Un tempo i capi "Vucculàri" erano esponenti di due importanti corporazioni cittadine: quella dei macellai e quella dei "cannavatàri" (così si chiamavano gli agricoltori che producevano anticamente canapa o in epoca più recente primizie orticole lungo le fertili sponde del torrente Modica Scicli). Le cosiddette "vùccule" erano, in effetti, due grossi anelli di ferro piantati ciascuno alle estremità anteriori dei due lunghi legni: le aste, appunto, sulle quali è montata la semplice "vara"(3).
Erano queste due figure importanti che decidevano e ancora decidono ogni movimento del Cristo. Tuttora predispongono l'itinerario, comandano la corsa o l'attesa, stabiliscono il numero dei giri in chiesa o in piazza del Carmine, organizzano le fughe verso mete più o meno condivisibili, dov'è già predisposta una fiaccolata, una maschiata(4), un trattenimento un tempo a base di vino, ora a base di acqua zuccherata per lenire l'arsura dei portatori.
Lui, il "Gioia", come allora, si fa compiacente compagno di bagordi, complice consapevole di chi lo ama al punto tale da volergli trasfondere la propria vita nelle vene rigonfie. Moderno e affascinante Dioniso in bilico tra superstizione e fede.

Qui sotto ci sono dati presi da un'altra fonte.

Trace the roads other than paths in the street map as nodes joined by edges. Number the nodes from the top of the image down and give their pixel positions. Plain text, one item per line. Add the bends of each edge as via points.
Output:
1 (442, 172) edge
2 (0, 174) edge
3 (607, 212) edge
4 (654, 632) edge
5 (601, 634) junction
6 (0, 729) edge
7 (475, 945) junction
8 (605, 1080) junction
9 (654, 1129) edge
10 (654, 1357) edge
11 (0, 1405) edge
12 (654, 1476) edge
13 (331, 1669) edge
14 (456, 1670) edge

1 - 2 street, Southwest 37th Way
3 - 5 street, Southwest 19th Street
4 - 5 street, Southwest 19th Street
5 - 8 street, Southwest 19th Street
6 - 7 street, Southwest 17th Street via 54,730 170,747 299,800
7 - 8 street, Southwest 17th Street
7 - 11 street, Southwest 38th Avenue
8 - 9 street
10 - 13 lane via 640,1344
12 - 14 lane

Fu in un'indimenticabile Pasqua dei primissimi anni Cinquanta che l'"Uomo Vivo", attraversando lo splendido e antico Corso San Michele, improvvisamente svoltò per via Santa Teresa lasciando che il seguito e i musicanti continuassero per la loro strada. Il vocio dei portatori risvegliò quell'antico quartiere del centro storico quasi assopito nel buio delle sue stradine deserte. Improvvisamente le finestre e i balconi si spalancarono per fare festa a questo visitatore illustre, inatteso e magnifico. I portatori abbassarono la "vara" fino a lambire l'acciottolato degli antichi vicoli e poi deposero il Cristo davanti alla porta di un'umile casa, dove una giovane madre, consumata dal cancro, in quella notte si apprestava a compiere il suo ultimo viaggio.

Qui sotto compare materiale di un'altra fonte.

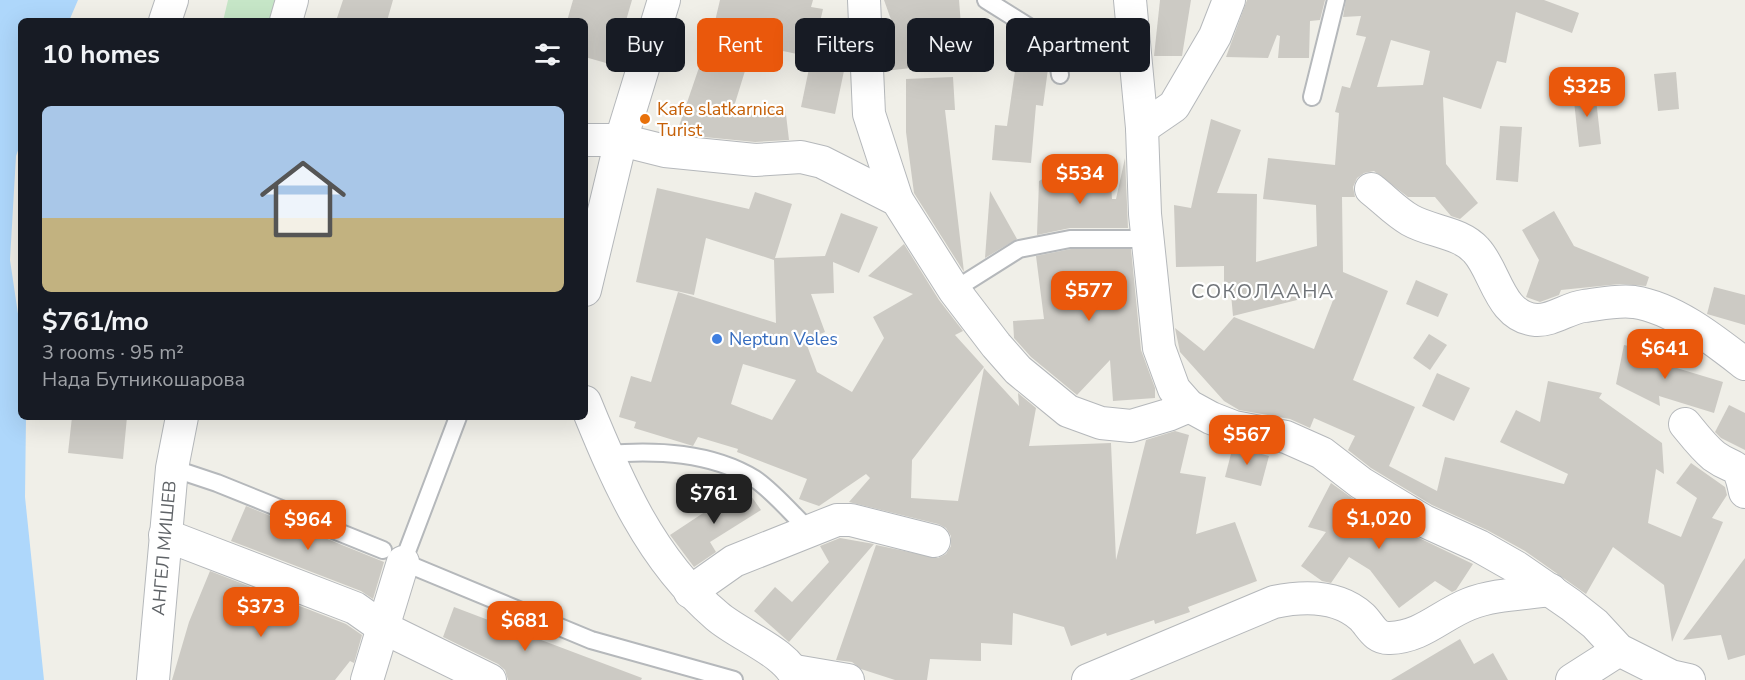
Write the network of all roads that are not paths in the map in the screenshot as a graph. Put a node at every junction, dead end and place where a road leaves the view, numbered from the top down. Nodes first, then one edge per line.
1 (172, 0) edge
2 (292, 0) edge
3 (664, 0) edge
4 (864, 0) edge
5 (986, 0) edge
6 (1130, 0) edge
7 (1229, 0) edge
8 (1336, 0) edge
9 (166, 18) edge
10 (287, 18) edge
11 (1060, 75) dead end
12 (1312, 97) dead end
13 (1142, 128) junction
14 (588, 140) edge
15 (621, 140) junction
16 (1371, 189) dead end
17 (897, 200) junction
18 (1148, 239) junction
19 (588, 278) edge
20 (954, 290) junction
21 (1745, 364) edge
22 (1189, 406) junction
23 (588, 409) edge
24 (181, 420) edge
25 (457, 420) edge
26 (1685, 424) dead end
27 (606, 454) junction
28 (172, 468) junction
29 (1745, 492) edge
30 (809, 530) junction
31 (165, 535) junction
32 (934, 541) dead end
33 (393, 556) junction
34 (1551, 590) junction
35 (690, 592) junction
36 (382, 627) junction
37 (1618, 650) junction
38 (796, 675) edge
39 (153, 680) edge
40 (367, 680) edge
41 (490, 680) edge
42 (734, 680) edge
43 (848, 680) edge
44 (1088, 680) edge
45 (1572, 680) edge
46 (1689, 680) edge

1 - 9 street
2 - 10 street
3 - 15 street
4 - 17 street
5 - 11 lane
6 - 13 street
7 - 13 street
8 - 12 lane
13 - 18 street
14 - 15 street
15 - 17 street
15 - 19 street
16 - 21 street
17 - 20 street
18 - 20 lane
18 - 22 street
20 - 22 street
22 - 34 street
23 - 27 street
24 - 28 street, АНГЕЛ МИШЕВ
25 - 33 lane
26 - 29 street
27 - 30 lane
27 - 35 street
28 - 31 street, АНГЕЛ МИШЕВ
28 - 33 lane
30 - 32 street
30 - 35 street
31 - 36 street
31 - 39 street, АНГЕЛ МИШЕВ
33 - 36 street
33 - 42 lane
34 - 37 street
34 - 44 street
35 - 38 street
36 - 40 street
36 - 41 street
37 - 45 street
37 - 46 street
38 - 43 street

E' un mio ricordo di ragazzo ma è anche l'immagine più purificata e bella del Signore Risorto, il Gioia di Scicli, questa che mi porto dentro. Per cieli lontani e terre straniere spesso mi consola, mi accompagna, mi rallegra e mi acquieta quando una struggente malinconia aggredisce la mia anima stanca o mi tormenta il cuore.
(1) Stamberghe nell'antico dialetto sciclitano
(2) Il colera del 1887
(3) il fercolo. In effetti, un trono che fa da basamento alla statua del Cristo Risorto.